The Euro Pound (EUR GBP) exchange rate mounted a recovery this morning as the UK’s latest Services PMI beat expectations.
Data compiled by analytics firm IHS Markit reported that the UK’s private sector enjoyed a better than expected end to the first quarter as activity jumped from 53.3 to 55.0, comfortably sailing past a predicted 0.2% rise and reaching its highest levels in 2017.
Of the managers surveyed the majority were confident that activity would remain robust over the next twelve months, with just under half forecasting that their businesses would grow over the next year, with some firms benefiting from greater demand from overseas thanks to the weaker Pound.

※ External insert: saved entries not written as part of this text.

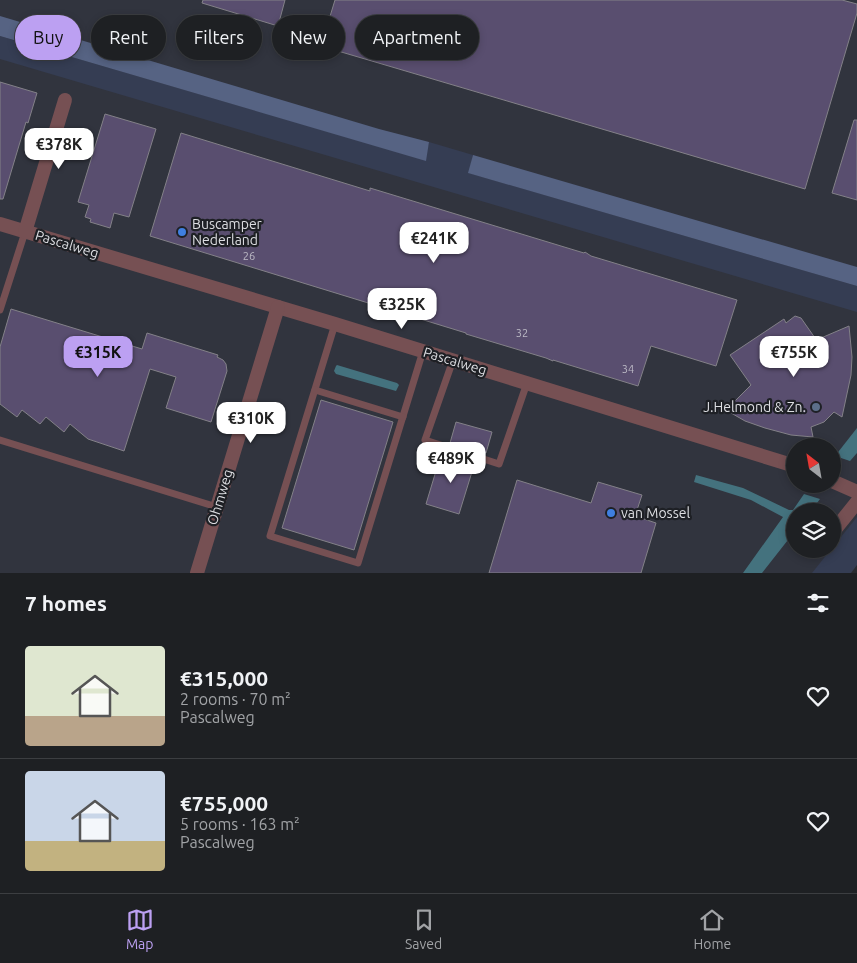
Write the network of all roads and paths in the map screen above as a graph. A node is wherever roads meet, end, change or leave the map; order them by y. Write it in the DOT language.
graph roads {
  1 [pos="65,100"];
  2 [pos="0,224"];
  3 [pos="25,232"];
  4 [pos="278,307"];
  5 [pos="0,310"];
  6 [pos="335,324"];
  7 [pos="423,351"];
  8 [pos="453,360"];
  9 [pos="527,383"];
  10 [pos="315,390"];
  11 [pos="402,417"];
  12 [pos="0,440"];
  13 [pos="786,463"];
  14 [pos="841,485"];
  15 [pos="857,492"];
  16 [pos="857,502"];
  17 [pos="217,507"];
  18 [pos="841,522"];
  19 [pos="197,573"];
  1 -- 3 [label="street"];
  2 -- 3 [label="street, Pascalweg"];
  3 -- 4 [label="street, Pascalweg"];
  3 -- 5 [label="lane"];
  4 -- 6 [label="street, Pascalweg"];
  4 -- 17 [label="street, Ohmweg"];
  6 -- 7 [label="street, Pascalweg"];
  6 -- 10 [label="lane"];
  7 -- 8 [label="street, Pascalweg"];
  7 -- 11 [label="lane"];
  8 -- 9 [label="street, Pascalweg"];
  8 -- 9 [label="lane"];
  9 -- 13 [label="street, Pascalweg"];
  10 -- 11 [label="lane"];
  10 -- 11 [label="lane"];
  12 -- 17 [label="lane"];
  14 -- 15 [label="street"];
  16 -- 18 [label="street"];
  17 -- 19 [label="street, Ohmweg"];
}
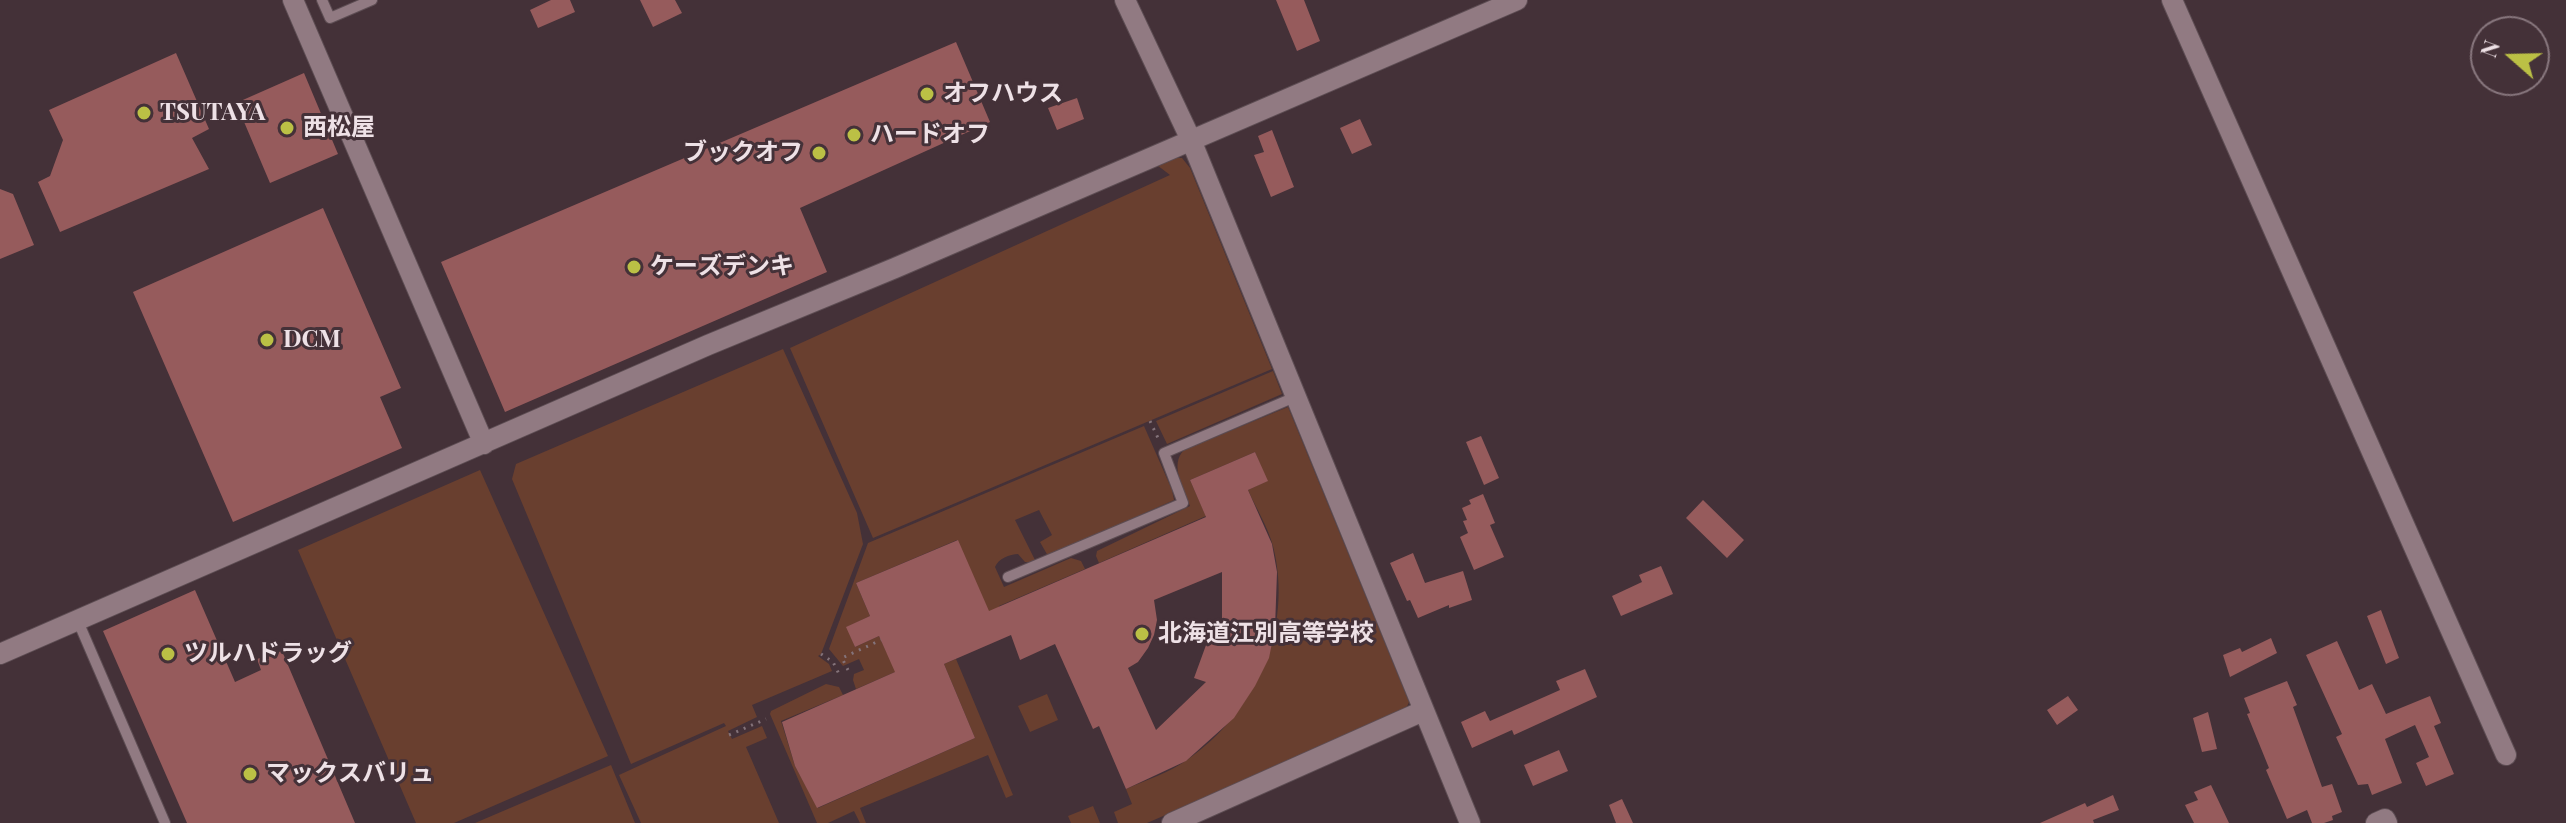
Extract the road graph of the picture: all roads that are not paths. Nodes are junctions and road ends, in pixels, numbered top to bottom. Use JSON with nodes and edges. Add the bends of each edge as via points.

However analysts remain wary of the UK’s first quarter growth, as they warn that that the downturn in Britain’s consumer related sectors at the start of the year is likely to prevent any uptick in GDP.
Chris Williamson, Chief Business Economist at IHS Markit, said;
‘The survey data indicates that UK business activity growth regained some momentum after having slipped to a five-month low in February, but the upturn fails to change the picture of an economy that slowed in the first quarter.’
Markets were also worried about the report that businesses had raised their prices for the fastest pace in eight years and while consumer demand currently appears resilient enough to absorb the increase, investors fear that poor wage growth will lead to household tightening their belts over the next quarter.
Meanwhile the Eurozone released its own services PMI this morning with activity in the bloc’s private sector leaping from 55.5 to a six-year high of 56.0 last month.
However EUR GBP gained little ground following the release as it fell behind expectations that the PMI figures would rise to 56.5.
The disappointing result looks to have been largely prompted by Italy as activity in the country’s services sector unexpected slipped in March, falling from 54.1 to 52.9.
While the PMI may have fallen short of expectations, analysts were upbeat about the data’s employment growth figures as they rose as their fastest pace in over nine years and painted an upbeat picture for future growth, as Markit’s Chris Williamson explained;
‘Most welcome for a region still suffering near- double digit unemployment is a rise in the survey’s employment index to its highest for almost a decade, suggesting we should expect to see the jobless rate fall further in coming months.’
Looking ahead the EUR GBP exchange rate may fall further on Thursday if European Central Bank (ECB) president, Mario Draghi strikes a more dovish tone, following comments from a central bank policymaker last week that suggested that markets had ‘overinterupted’ Draghi’s statement following March’s policy meeting.
Meanwhile the Pound is also likely to slide on Friday as the UK’s latest Trade Balance figures are expected to show that Britain’s trade deficit rose from £1.97bn during the month of February.
However Sterling’s fall may be slowed if the UK’s Manufacturing and Industrial Production figures show a notable improvement over the same period as analysts predict.
Current Interbank Exchange Rates
At the time of writing the EUR GBP exchange rate was trending around 0.85 and the GBP EUR exchange rate was trending around 1.16.